[Stored data entries]
Start of Block
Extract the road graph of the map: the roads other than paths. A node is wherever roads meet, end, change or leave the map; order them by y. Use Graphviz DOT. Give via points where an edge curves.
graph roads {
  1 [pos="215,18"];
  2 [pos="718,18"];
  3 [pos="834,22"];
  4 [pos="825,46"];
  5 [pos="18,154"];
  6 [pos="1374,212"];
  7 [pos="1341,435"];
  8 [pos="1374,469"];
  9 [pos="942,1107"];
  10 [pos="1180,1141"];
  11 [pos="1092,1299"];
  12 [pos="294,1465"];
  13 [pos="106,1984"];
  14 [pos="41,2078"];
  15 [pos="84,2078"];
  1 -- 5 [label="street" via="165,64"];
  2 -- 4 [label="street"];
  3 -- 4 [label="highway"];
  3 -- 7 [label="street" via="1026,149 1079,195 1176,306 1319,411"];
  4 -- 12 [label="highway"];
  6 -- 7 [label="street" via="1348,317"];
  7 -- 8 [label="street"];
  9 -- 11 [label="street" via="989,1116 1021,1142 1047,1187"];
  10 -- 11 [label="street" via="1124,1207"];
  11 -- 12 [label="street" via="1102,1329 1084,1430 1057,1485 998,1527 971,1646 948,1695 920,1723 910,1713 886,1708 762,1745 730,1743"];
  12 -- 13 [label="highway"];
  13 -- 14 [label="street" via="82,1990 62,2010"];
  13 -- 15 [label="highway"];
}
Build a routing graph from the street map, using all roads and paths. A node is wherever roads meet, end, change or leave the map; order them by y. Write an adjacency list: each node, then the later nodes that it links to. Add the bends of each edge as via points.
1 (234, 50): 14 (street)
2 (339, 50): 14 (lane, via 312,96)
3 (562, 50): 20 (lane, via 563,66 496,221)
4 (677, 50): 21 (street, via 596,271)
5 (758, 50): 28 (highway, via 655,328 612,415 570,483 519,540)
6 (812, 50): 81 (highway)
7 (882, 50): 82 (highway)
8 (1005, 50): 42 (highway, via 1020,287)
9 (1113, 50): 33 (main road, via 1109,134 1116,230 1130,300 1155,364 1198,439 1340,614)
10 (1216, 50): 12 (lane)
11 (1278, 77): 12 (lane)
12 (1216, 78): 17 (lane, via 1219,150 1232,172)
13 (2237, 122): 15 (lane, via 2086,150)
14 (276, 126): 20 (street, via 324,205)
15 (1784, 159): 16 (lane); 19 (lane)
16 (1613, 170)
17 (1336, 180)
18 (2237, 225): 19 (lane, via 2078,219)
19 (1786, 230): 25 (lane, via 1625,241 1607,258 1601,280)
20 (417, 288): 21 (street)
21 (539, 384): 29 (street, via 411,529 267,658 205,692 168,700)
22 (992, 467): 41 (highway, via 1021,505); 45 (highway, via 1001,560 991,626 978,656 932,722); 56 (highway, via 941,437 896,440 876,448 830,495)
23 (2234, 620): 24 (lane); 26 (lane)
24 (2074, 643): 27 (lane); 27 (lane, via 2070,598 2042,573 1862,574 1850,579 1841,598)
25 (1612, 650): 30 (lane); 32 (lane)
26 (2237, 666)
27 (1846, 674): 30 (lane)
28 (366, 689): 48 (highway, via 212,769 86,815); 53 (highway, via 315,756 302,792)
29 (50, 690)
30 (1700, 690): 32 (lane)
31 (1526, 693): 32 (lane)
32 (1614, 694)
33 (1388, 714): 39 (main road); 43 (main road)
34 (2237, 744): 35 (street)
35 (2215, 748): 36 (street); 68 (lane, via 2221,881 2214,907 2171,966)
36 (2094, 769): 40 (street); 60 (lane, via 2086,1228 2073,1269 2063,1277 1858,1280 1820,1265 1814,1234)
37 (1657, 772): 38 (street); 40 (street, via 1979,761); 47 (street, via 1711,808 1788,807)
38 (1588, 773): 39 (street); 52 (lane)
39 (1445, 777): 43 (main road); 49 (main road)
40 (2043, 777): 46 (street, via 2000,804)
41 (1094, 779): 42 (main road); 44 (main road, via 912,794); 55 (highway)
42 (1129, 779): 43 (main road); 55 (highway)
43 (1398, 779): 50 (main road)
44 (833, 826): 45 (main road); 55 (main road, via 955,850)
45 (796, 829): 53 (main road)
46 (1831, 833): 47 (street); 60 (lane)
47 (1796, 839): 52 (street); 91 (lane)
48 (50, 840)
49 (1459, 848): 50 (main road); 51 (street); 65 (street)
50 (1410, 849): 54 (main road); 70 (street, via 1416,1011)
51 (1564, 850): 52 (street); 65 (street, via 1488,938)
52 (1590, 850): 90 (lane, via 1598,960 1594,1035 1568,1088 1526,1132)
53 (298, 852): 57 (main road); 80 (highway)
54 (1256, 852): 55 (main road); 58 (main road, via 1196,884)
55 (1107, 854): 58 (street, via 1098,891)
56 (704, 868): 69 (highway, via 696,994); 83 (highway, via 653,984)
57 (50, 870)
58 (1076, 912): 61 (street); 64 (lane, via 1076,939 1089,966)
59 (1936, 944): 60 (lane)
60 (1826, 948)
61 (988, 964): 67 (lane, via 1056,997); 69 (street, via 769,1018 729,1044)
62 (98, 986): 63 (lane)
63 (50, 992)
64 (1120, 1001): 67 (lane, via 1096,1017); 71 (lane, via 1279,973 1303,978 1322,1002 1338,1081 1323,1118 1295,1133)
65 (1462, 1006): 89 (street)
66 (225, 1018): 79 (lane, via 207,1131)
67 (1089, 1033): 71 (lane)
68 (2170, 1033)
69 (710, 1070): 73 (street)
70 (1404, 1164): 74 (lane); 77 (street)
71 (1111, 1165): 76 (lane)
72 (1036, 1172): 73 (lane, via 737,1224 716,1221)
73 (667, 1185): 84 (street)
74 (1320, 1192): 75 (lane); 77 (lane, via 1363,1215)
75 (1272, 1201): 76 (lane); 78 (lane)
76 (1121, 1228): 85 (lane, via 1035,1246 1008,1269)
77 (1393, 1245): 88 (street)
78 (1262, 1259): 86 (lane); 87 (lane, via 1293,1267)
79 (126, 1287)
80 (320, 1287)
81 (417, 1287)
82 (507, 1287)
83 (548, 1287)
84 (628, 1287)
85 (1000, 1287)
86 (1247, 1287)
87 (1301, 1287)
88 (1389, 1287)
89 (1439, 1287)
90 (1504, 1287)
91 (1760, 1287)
End of Block
▸ EXERCISE AIM:
Across the entries above, count the lines with the word "meet" and report that count by itself.

▸ RESULT OF THE EXERCISE:
2